Nos dias atuais, em que tantas pessoas experimentam solidão espiritual, a comunidade cristã é chamada a refletir se seus gestos revelam verdadeiramente o rosto misericordioso do Pai. A fidelidade à tradição jamais deve ser confundida com rigidez do coração. Da mesma forma, o desejo de acolher nunca pode significar abandonar a riqueza da fé recebida dos Apóstolos.

No fim das contas, o maior desafio talvez não seja discutir apenas quem pode aproximar-se da mesa eucarística, mas perguntar se nós mesmos permitimos que Cristo transforme nosso coração. A comunhão começa muito antes de recebermos o Corpo do Senhor; ela nasce quando permitimos que seu amor cure nossas divisões, purifique nossos preconceitos e alargue nossa capacidade de amar.

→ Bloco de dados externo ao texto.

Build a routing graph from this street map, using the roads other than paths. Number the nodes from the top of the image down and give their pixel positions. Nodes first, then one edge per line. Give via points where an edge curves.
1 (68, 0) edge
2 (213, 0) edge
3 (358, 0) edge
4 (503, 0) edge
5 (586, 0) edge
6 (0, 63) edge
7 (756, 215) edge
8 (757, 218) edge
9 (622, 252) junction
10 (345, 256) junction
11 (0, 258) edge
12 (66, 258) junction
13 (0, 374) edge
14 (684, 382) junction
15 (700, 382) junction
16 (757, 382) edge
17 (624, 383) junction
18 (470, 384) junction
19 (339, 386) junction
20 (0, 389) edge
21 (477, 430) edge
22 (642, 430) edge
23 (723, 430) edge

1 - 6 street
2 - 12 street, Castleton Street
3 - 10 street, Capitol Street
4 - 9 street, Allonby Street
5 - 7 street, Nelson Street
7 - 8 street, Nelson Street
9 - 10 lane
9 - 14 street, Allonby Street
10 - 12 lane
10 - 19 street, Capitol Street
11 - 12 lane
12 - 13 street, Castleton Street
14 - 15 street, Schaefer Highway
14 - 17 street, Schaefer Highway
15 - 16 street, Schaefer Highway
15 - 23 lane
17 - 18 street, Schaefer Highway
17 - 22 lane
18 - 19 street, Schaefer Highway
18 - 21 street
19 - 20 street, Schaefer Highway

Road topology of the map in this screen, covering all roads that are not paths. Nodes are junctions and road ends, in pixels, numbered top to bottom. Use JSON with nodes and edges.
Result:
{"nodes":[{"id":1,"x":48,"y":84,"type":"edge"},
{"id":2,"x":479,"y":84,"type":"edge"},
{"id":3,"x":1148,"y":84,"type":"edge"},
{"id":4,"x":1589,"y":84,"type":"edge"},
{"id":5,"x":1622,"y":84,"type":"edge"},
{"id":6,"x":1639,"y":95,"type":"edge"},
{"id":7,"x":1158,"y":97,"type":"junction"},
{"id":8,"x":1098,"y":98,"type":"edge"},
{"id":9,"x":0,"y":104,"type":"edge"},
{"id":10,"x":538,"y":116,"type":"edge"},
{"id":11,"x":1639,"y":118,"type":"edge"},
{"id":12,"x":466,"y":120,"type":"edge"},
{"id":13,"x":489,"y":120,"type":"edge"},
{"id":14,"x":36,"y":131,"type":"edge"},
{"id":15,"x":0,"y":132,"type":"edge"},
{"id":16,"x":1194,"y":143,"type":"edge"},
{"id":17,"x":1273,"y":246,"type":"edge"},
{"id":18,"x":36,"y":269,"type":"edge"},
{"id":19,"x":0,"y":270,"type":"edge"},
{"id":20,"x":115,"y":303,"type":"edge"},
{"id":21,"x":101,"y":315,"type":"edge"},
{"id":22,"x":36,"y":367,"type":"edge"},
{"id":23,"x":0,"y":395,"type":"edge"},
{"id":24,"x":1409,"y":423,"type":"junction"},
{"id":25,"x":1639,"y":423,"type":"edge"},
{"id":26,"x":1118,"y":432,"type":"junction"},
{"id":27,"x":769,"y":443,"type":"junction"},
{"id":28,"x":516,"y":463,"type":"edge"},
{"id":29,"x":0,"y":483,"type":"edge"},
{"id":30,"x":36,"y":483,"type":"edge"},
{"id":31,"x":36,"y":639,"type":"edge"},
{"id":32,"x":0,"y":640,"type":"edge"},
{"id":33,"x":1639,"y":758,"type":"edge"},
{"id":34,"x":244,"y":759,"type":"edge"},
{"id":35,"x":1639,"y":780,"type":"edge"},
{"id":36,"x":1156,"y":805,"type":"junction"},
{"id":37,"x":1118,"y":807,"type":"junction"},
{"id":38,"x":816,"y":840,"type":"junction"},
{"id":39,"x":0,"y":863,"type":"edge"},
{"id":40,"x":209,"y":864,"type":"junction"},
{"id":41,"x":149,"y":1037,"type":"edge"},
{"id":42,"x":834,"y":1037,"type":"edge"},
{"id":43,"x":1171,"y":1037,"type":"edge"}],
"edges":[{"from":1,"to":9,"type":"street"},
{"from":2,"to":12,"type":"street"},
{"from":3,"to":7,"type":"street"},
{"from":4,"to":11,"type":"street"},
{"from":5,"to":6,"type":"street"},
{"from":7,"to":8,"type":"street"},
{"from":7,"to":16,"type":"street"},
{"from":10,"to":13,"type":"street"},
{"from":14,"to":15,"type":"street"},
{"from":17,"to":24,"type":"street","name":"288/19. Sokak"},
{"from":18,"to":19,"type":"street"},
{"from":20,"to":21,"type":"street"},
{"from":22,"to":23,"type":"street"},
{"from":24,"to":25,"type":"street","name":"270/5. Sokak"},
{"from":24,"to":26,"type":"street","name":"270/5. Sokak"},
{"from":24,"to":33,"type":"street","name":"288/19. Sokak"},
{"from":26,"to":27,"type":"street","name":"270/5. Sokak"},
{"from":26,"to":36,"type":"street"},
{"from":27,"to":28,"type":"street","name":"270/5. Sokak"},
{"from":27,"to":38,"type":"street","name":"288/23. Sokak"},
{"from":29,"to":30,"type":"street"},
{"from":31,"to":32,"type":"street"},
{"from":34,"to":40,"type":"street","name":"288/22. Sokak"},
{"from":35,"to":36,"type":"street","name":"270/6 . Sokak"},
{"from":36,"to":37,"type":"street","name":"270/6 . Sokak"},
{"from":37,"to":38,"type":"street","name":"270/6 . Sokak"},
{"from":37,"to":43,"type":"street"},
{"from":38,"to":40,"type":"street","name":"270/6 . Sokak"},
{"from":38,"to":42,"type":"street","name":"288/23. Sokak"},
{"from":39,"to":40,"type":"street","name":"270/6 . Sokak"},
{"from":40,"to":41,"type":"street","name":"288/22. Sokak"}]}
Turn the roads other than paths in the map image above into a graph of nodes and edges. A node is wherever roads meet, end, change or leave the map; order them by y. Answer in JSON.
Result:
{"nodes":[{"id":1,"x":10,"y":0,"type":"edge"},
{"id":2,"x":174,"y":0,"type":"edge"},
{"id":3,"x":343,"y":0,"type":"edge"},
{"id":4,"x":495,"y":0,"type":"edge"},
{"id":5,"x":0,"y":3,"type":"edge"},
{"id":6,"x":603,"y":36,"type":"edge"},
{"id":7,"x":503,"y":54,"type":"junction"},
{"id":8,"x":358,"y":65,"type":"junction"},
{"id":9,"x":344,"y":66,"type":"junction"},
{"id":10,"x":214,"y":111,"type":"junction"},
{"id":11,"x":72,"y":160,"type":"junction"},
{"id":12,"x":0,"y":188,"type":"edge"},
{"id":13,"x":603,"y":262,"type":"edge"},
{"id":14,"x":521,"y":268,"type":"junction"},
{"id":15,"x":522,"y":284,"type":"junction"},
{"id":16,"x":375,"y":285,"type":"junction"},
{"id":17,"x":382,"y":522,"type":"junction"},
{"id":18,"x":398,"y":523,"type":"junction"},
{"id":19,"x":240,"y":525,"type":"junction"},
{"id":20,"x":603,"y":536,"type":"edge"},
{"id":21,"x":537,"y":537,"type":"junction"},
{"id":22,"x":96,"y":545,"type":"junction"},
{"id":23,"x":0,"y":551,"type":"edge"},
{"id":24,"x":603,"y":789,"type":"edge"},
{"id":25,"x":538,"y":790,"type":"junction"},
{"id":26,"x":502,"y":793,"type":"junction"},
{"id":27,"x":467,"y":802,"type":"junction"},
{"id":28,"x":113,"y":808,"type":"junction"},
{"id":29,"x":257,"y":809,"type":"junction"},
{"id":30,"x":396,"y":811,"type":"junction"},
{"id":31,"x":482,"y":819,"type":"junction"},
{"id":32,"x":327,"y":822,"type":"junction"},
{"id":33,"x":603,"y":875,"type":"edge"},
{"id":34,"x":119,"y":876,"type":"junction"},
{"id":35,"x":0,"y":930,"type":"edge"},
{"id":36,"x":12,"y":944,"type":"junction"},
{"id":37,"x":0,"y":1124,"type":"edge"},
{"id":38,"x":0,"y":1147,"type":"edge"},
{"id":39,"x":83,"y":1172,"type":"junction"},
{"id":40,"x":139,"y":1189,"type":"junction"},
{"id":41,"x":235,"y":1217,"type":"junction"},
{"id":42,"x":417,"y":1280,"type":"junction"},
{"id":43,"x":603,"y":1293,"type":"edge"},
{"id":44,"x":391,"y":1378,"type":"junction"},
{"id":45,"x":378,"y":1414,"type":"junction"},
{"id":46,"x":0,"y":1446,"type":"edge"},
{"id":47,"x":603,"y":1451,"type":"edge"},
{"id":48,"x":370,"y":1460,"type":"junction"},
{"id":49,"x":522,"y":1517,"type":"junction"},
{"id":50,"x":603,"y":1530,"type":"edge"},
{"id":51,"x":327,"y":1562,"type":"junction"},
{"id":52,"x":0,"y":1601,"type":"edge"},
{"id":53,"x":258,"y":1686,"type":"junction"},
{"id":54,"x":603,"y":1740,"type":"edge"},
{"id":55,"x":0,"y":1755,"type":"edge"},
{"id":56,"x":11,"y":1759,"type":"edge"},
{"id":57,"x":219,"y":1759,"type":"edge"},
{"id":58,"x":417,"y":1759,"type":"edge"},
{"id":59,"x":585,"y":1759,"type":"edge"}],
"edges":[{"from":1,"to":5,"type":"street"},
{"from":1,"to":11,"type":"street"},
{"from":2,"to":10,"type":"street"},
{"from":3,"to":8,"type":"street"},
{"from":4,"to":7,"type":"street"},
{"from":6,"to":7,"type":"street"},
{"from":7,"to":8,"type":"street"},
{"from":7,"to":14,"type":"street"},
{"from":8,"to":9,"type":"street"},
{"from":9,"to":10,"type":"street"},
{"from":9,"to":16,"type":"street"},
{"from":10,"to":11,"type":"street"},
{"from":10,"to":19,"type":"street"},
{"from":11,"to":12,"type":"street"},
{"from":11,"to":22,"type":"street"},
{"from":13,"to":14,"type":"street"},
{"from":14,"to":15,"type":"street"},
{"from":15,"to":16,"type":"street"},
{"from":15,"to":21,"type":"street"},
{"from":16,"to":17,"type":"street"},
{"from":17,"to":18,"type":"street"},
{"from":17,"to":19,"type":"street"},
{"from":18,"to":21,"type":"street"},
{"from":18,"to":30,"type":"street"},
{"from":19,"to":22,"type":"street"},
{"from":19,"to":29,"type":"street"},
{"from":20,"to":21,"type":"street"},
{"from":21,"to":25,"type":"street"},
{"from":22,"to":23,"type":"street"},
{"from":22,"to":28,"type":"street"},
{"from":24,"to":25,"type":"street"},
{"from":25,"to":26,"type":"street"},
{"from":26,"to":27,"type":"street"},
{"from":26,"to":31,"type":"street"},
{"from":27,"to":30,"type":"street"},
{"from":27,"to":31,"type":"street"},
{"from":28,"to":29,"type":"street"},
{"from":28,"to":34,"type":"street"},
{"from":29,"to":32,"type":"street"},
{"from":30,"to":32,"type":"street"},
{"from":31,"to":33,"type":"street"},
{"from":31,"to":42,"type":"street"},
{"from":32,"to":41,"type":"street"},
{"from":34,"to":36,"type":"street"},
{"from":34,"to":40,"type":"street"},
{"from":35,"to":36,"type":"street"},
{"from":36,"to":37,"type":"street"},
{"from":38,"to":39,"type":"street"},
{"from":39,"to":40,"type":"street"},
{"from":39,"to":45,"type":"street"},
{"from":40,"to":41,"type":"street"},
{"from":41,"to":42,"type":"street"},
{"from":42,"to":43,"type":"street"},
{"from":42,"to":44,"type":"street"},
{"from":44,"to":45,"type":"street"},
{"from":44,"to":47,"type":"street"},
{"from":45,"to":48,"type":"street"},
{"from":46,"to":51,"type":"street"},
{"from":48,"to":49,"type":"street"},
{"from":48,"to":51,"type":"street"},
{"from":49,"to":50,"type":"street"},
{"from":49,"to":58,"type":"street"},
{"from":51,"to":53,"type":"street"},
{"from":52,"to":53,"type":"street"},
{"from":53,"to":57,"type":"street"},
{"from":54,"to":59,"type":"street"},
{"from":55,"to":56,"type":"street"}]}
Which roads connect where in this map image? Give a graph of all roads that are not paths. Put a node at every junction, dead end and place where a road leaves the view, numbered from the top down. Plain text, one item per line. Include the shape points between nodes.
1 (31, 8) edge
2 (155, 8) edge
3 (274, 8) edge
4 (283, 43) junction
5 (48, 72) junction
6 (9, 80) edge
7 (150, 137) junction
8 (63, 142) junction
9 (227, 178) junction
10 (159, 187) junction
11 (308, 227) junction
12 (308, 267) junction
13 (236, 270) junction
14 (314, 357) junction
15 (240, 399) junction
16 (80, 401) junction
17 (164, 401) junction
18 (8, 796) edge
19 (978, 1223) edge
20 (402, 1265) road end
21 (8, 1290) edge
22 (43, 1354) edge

Como ensina São Paulo, “Acolhei-vos uns aos outros, como também Cristo vos acolheu, para a glória de Deus.” (Rm 15,7). Que esse acolhimento, vivido na verdade e na caridade, seja um sinal profético da unidade pela qual o próprio Jesus rezou: Que todos sejam um.” (Jo 17,21). Somente corações configurados ao Coração de Cristo poderão preparar o caminho para o dia em que toda a humanidade reconhecerá, na Igreja, o sacramento da unidade e da esperança.